Data governance for clinical testing

An agreement was developed for laboratories using GenoVic to manage their clinical genomic testing. This agreement is between Melbourne Genomics Health Alliance and the testing organisation. The Alliance agrees to provide access to the GenoVic system to support management and storage of genomic data for clinical testing. In return, the testing organisation agrees that the clinically generated data stored in GenoVic can be shared in future according to data sharing policies including adherence to patient consent. This agreement incorporates GenoVic’s Principles of Operation.

As part of the process of onboarding laboratories to GenoVic, the project team supported them to:

• Complete an information management maturity assessment

• Appoint data governance stewards

• Execute the agreement

Data governance for clinical and research use

The Melbourne Genomics project team conducted significant consultation within the Alliance to determine how clinical genomic data will be shared between, and potentially outside, of the Alliance for research. More recently, consultation has also been commenced to determine governance and processes required to support sharing of genomic data in GenoVic for clinical reuse⁷.

Development of the GenoVic Data Access and Sharing Policy was informed by experience of sharing Flagship data. This policy defines requirements to enable access and sharing of data in GenoVic, including legislative and regulatory compliance, patient consent obligations, and roles and responsibilities.

The policy is enforced by a draft GenoVic Data Access and Sharing Agreement, a mechanism to ensure data is used responsibly and appropriately. Terms of Reference and Standard Operating Procedures for a Data Access Committee have been drafted.
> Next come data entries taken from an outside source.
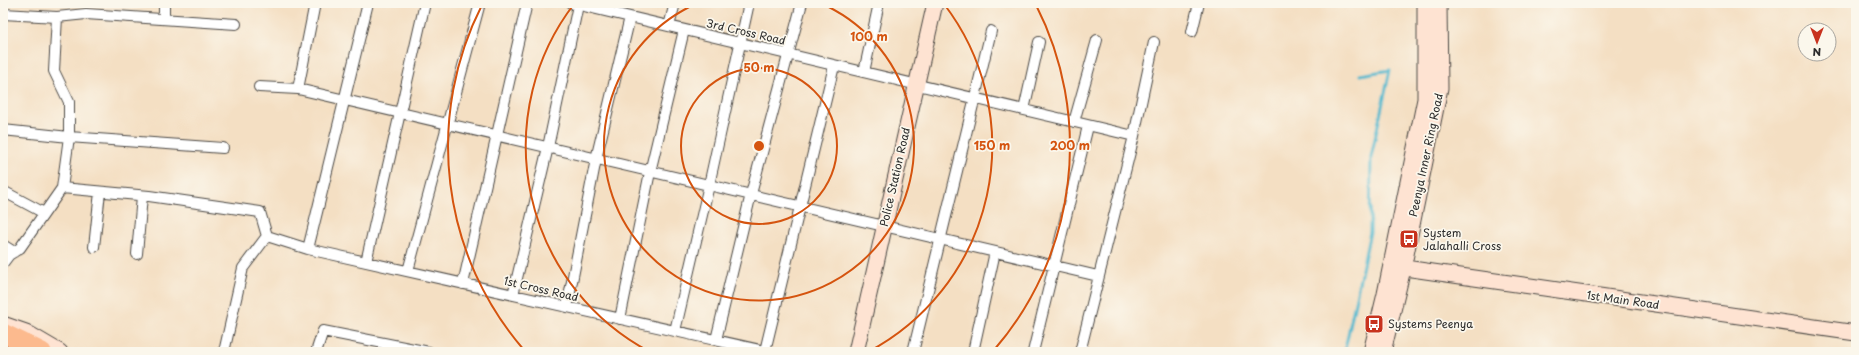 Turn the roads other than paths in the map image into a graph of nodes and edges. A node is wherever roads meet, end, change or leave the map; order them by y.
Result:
1 (164, 3) edge
2 (315, 3) edge
3 (368, 3) edge
4 (425, 3) edge
5 (480, 3) edge
6 (527, 3) edge
7 (675, 3) edge
8 (749, 3) edge
9 (802, 3) edge
10 (879, 3) edge
11 (935, 3) edge
12 (1199, 3) edge
13 (1425, 3) edge
14 (1439, 3) edge
15 (574, 4) edge
16 (604, 7) edge
17 (3, 14) edge
18 (57, 17) junction
19 (630, 17) junction
20 (164, 19) junction
21 (236, 24) dead end
22 (669, 26) junction
23 (684, 30) junction
24 (991, 31) dead end
25 (1192, 32) dead end
26 (1097, 40) dead end
27 (1039, 42) dead end
28 (1154, 42) dead end
29 (741, 43) junction
30 (788, 54) junction
31 (834, 66) junction
32 (864, 72) junction
33 (916, 85) junction
34 (259, 87) dead end
35 (298, 89) junction
36 (974, 98) junction
37 (344, 100) junction
38 (1024, 110) junction
39 (400, 113) junction
40 (1074, 122) junction
41 (448, 124) junction
42 (1088, 126) junction
43 (3, 130) edge
44 (498, 136) junction
45 (1134, 136) junction
46 (69, 137) junction
47 (223, 148) dead end
48 (548, 148) junction
49 (596, 159) junction
50 (650, 172) junction
51 (709, 185) junction
52 (62, 188) junction
53 (3, 192) edge
54 (100, 192) junction
55 (750, 194) junction
56 (142, 196) junction
57 (799, 206) junction
58 (44, 213) junction
59 (884, 226) junction
60 (267, 236) junction
61 (939, 239) junction
62 (3, 246) edge
63 (94, 247) dead end
64 (308, 249) junction
65 (14, 252) junction
66 (995, 252) junction
67 (137, 254) dead end
68 (366, 262) junction
69 (3, 263) edge
70 (1054, 266) junction
71 (1397, 267) junction
72 (408, 271) junction
73 (1098, 276) junction
74 (463, 284) junction
75 (514, 295) junction
76 (567, 307) junction
77 (620, 319) junction
78 (3, 324) edge
79 (675, 331) junction
80 (3, 333) edge
81 (1856, 333) edge
82 (716, 340) junction
83 (3, 347) edge
84 (14, 352) edge
85 (42, 352) edge
86 (60, 352) edge
87 (224, 352) edge
88 (316, 352) edge
89 (429, 352) edge
90 (767, 352) edge
91 (856, 352) edge
92 (913, 352) edge
93 (973, 352) edge
94 (1033, 352) edge
95 (1080, 352) edge
96 (1372, 352) edge
97 (1383, 352) edge

1 - 20 street
2 - 35 street
3 - 37 street
4 - 39 street
5 - 41 street
6 - 44 street
7 - 22 street
8 - 29 street
9 - 30 street
10 - 32 street
11 - 33 street, Police Station Road
12 - 25 street
13 - 71 street, Peenya Inner Ring Road
14 - 71 street, Peenya Inner Ring Road
15 - 16 street, 3rd Cross Road
15 - 48 street
16 - 19 street, 3rd Cross Road
17 - 18 street
18 - 20 street
18 - 46 street
19 - 22 street, 3rd Cross Road
19 - 49 street
20 - 21 street
22 - 23 street, 3rd Cross Road
23 - 29 street, 3rd Cross Road
23 - 50 street
24 - 36 street
26 - 40 street
27 - 38 street
28 - 45 street
29 - 30 street, 3rd Cross Road
29 - 51 street
30 - 31 street, 3rd Cross Road
30 - 55 street
31 - 32 street, 3rd Cross Road
31 - 57 street
32 - 33 street, 3rd Cross Road
33 - 36 street, 3rd Cross Road
33 - 59 street, Police Station Road
34 - 35 street
35 - 37 street
36 - 38 street, 3rd Cross Road
36 - 61 street
37 - 39 street
37 - 64 street
38 - 40 street, 3rd Cross Road
39 - 41 street
39 - 68 street
40 - 42 street, 3rd Cross Road
41 - 44 street
41 - 72 street
42 - 45 street, 3rd Cross Road
42 - 70 street
43 - 46 street
44 - 48 street
44 - 74 street
45 - 73 street
46 - 47 street
46 - 52 street
48 - 49 street
48 - 75 street
49 - 50 street
49 - 76 street
50 - 51 street
50 - 77 street
51 - 55 street
51 - 79 street
52 - 54 street
52 - 58 street
53 - 58 street
54 - 56 street
54 - 63 street
55 - 57 street
55 - 82 street
56 - 60 street
56 - 67 street
57 - 59 street
57 - 90 street
58 - 65 street
59 - 61 street
59 - 91 street, Police Station Road
60 - 64 street, 1st Cross Road
60 - 87 street
61 - 66 street
61 - 92 street
62 - 65 street
64 - 68 street, 1st Cross Road
65 - 69 street
66 - 70 street
66 - 93 street
68 - 72 street, 1st Cross Road
70 - 73 street
70 - 94 street
71 - 81 street, 1st Main Road
71 - 96 street, Peenya Inner Ring Road
71 - 97 street, Peenya Inner Ring Road
72 - 74 street, 1st Cross Road
73 - 95 street
74 - 75 street, 1st Cross Road
75 - 76 street, 1st Cross Road
76 - 77 street, 1st Cross Road
77 - 79 street, 1st Cross Road
78 - 86 street
79 - 82 street, 1st Cross Road
80 - 85 highway
82 - 90 street, 1st Cross Road
83 - 84 highway
88 - 89 street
This work will continue to the stage of execution and technical implementation with further funding⁸.

Outcomes

• The data in GenoVic is secure and protected

• Victorian patients can trust that their data is maintained in accordance with all relevant privacy regulations

• Data governance processes for the participating laboratories have been established

• A set of agreements, policies and processes for management and effective use of the data are ready pending funding for implementation of data sharing

Lessons learnt

• Data governance of clinically generated genomic data is an area largely without precedent internationally. Consequently, considerably more effort than anticipated was required to understand the implications, stakeholder concerns, and requirements of sharing clinically generated genomic data for research and in the future for clinical reuse also.

• There is significant variability in data governance maturity generally across the Melbourne Genomics members.

• Capturing patient consent (to share their data) in a genomic system is complicated and much of the challenge occurs with laboratory systems.

• Insights from implementing data governance for the Melbourne Genomics shared system, GenoVic, may be useful in planning of genomic systems where data sharing is intended.